We humans are not left to our own efforts when it comes to finding God. We simply have to let ourselves be found! Once we’re in the net of His love we’re called to offer a captivating witness by our character, our deeds, and our words to those within casting distance of our influence.

People often come up with their own form of reality, of the way they think life really is, or at least hope that it is. The reality, the real reality, is that God wants to capture us in the net of His love!

Come, follow me,Jesus said, and I will send you out to fish for people. (Matthew 4:19)

Rock Solid Living


This is the fourth in a series of nine photovotionals based on the photo prints
of mine which we have hanging on our walls in our home in Brandon, Florida.

The island juts out on the horizon of the ocean near Ixtapa, Mexico. It looks like a giant rock. If you were on a boat that was sinking and were near this island, that’s where you would swim toward. Even the world’s best swimmer can’t stay afloat in the ocean forever and would swim toward that big rock.

We get ourselves in pretty deep in the struggles, temptations, defeats, and challenges of life. In fact, we often feel we’re in over our heads; drowning would be a good metaphor. I heard of a guy who fell into some deep mud up to his ankles. It doesn’t sound bad until you know that he fell in head first! Then, too, I remember the images of the old TV westerns where a guy gets sucked down in quicksand. The psalmist was in such a predicament and penned these words in praise to God: “He lifted me out of the slimy pit, out of the mud and mire; he set my feet on a rock and gave me a firm place to stand.” (Psalm 40:2)

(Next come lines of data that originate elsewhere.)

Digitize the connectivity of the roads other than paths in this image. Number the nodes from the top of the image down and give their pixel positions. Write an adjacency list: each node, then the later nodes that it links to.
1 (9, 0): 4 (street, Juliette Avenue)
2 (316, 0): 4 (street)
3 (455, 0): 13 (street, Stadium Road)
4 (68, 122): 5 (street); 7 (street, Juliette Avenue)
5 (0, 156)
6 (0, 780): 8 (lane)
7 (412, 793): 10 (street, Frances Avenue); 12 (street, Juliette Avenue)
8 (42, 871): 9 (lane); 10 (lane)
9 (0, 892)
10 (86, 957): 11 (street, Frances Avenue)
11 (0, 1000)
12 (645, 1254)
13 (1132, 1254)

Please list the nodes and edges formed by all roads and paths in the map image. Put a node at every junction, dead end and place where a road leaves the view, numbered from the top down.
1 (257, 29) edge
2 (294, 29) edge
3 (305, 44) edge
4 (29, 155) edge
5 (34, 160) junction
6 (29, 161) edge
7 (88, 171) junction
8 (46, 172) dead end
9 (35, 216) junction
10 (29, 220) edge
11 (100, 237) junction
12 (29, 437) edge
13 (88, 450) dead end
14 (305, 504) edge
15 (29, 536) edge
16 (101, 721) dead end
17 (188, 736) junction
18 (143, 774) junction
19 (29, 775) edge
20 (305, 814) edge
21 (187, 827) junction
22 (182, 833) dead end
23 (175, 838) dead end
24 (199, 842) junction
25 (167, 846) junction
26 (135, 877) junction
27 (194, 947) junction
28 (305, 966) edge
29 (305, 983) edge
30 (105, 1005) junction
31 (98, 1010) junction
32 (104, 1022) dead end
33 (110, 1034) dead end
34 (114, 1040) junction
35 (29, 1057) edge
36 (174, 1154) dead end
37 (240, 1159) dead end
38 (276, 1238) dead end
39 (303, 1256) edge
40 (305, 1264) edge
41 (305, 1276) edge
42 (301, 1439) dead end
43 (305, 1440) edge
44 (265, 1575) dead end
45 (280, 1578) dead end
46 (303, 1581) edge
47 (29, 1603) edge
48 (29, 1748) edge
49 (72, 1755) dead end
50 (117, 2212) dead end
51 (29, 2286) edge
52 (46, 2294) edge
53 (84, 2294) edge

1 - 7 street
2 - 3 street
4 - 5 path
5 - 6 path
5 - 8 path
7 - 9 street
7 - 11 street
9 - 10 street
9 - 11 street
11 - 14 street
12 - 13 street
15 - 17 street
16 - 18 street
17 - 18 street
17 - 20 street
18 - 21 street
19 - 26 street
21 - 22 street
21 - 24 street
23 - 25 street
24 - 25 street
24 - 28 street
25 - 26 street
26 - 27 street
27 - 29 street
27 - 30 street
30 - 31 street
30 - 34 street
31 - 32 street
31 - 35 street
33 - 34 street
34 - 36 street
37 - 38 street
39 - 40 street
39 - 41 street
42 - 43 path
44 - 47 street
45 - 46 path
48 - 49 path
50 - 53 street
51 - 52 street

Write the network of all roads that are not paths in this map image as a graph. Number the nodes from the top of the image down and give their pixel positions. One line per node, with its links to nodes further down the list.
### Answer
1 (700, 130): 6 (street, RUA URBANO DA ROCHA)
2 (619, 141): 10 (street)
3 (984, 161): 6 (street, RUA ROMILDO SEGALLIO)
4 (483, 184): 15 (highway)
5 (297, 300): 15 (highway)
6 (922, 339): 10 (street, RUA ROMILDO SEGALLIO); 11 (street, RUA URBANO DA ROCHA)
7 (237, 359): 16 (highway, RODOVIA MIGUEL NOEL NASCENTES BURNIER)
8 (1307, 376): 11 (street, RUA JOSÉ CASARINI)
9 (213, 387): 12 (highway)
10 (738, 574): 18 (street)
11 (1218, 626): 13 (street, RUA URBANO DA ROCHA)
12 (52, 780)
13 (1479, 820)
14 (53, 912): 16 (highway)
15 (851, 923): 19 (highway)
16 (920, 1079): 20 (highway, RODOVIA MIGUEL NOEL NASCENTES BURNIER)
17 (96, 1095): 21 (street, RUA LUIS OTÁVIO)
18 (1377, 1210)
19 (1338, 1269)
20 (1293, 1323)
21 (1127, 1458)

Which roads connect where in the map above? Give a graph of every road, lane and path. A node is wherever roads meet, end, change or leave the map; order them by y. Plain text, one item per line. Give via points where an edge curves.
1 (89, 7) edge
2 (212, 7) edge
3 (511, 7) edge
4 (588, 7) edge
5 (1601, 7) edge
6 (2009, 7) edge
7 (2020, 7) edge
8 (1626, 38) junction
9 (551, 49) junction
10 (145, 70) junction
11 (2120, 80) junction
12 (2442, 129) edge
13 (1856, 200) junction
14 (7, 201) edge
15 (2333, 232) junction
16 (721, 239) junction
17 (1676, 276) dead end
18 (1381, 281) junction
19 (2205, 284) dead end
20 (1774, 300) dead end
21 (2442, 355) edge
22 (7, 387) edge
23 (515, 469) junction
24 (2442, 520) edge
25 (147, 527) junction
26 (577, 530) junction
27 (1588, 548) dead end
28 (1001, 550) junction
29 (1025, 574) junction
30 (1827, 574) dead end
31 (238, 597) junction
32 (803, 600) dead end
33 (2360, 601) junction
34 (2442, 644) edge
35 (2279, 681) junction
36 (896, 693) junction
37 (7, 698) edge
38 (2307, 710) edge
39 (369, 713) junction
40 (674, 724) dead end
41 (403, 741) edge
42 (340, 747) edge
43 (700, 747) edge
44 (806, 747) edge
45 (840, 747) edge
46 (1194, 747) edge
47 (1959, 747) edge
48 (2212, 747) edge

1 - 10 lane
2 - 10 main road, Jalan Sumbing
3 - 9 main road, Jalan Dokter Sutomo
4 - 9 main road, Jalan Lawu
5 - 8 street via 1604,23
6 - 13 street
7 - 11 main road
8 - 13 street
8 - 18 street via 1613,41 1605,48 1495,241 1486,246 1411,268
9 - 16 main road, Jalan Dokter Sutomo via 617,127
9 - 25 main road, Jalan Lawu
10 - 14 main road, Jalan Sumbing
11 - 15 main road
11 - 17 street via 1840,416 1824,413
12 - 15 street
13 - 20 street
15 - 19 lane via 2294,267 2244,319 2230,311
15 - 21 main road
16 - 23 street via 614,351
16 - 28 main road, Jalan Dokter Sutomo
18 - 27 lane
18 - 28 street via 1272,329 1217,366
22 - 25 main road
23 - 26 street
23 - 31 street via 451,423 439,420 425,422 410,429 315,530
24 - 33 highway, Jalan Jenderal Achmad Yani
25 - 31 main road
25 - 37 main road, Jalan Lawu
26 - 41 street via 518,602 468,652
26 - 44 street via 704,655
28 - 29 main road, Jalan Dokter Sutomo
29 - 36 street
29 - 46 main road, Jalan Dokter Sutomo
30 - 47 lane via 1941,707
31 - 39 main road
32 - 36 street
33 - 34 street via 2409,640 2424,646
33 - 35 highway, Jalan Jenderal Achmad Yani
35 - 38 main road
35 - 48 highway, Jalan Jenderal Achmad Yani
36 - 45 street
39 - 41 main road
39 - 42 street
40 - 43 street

Rock is quite immovable, especially big rocks. We recently started construction on our cottage in Mexico, at Refuge Ranch, the headquarters for the ministry of our daughter and son-in-law. By God’s grace three amigos from Pennsylvania came down to the Ranch, renting some big earth moving equipment here in Mexico, to clear land for the main house for the large family. They also cleared a spot for our small home. Our house will be situated on a narrow rock ridge. It needed to be flattened, which meant moving a lot of big rock. It took the big machines to move rock we could never have moved by human effort. At least our house will be built upon rock!

No wonder Jesus used the imagery of rock to symbolize the effect of building our lives on Him and His teaching. “Therefore everyone who hears these words of mine and puts them into practice is like a wise man who built his house on the rock.” (Matthew 7:24)

When our greatest love is for the Lord, our greatest satisfaction is in the Lord, our greatest desire is to please the Lord, and we count most of all on the Lord for help, then we’re living life in the best way possible. It’s the way to live a rock-solid life.

Whenever life becomes a challenge we can do no better than to pray the prayer of the psalmist to the Lord. “Turn your ear to me, come quickly to my rescue; be my rock of refuge, a strong fortress to save me.” (Psalm 31:2)

Fruitful Living


This is the third in a series of nine photovotionals based on the photos I’ve taken that
we have hanging on our walls in our home in Brandon, Florida.

One of the images you see as you come in our front door and glance to the left by the kitchen table is an image of a cluster of grapes, a symbol of fruitfulness. Most of us want to live fruitful, productive lives. What does that mean? Different people will give different answers. If, at the end of the day, we can say it was a fruitful and productive day, what do we mean? It usually means we feel we got a lot done, and, again, those desired results would vary for different people.

We humans have different ideas of what makes for fruitful living, but what’s God’s idea of what it means to live a productive life? When God really gains control of a person’s life what kind of fruitfulness is to be the result? Fortunately, we have a very straightforward answer from God. Here’s what God says is the result of His Spirit’s presence dwelling within us: “But the fruit of the spirit is love, joy, peace, patience, kindness, goodness, faithfulness, gentleness and self-control.” (Galatians 5:22-23)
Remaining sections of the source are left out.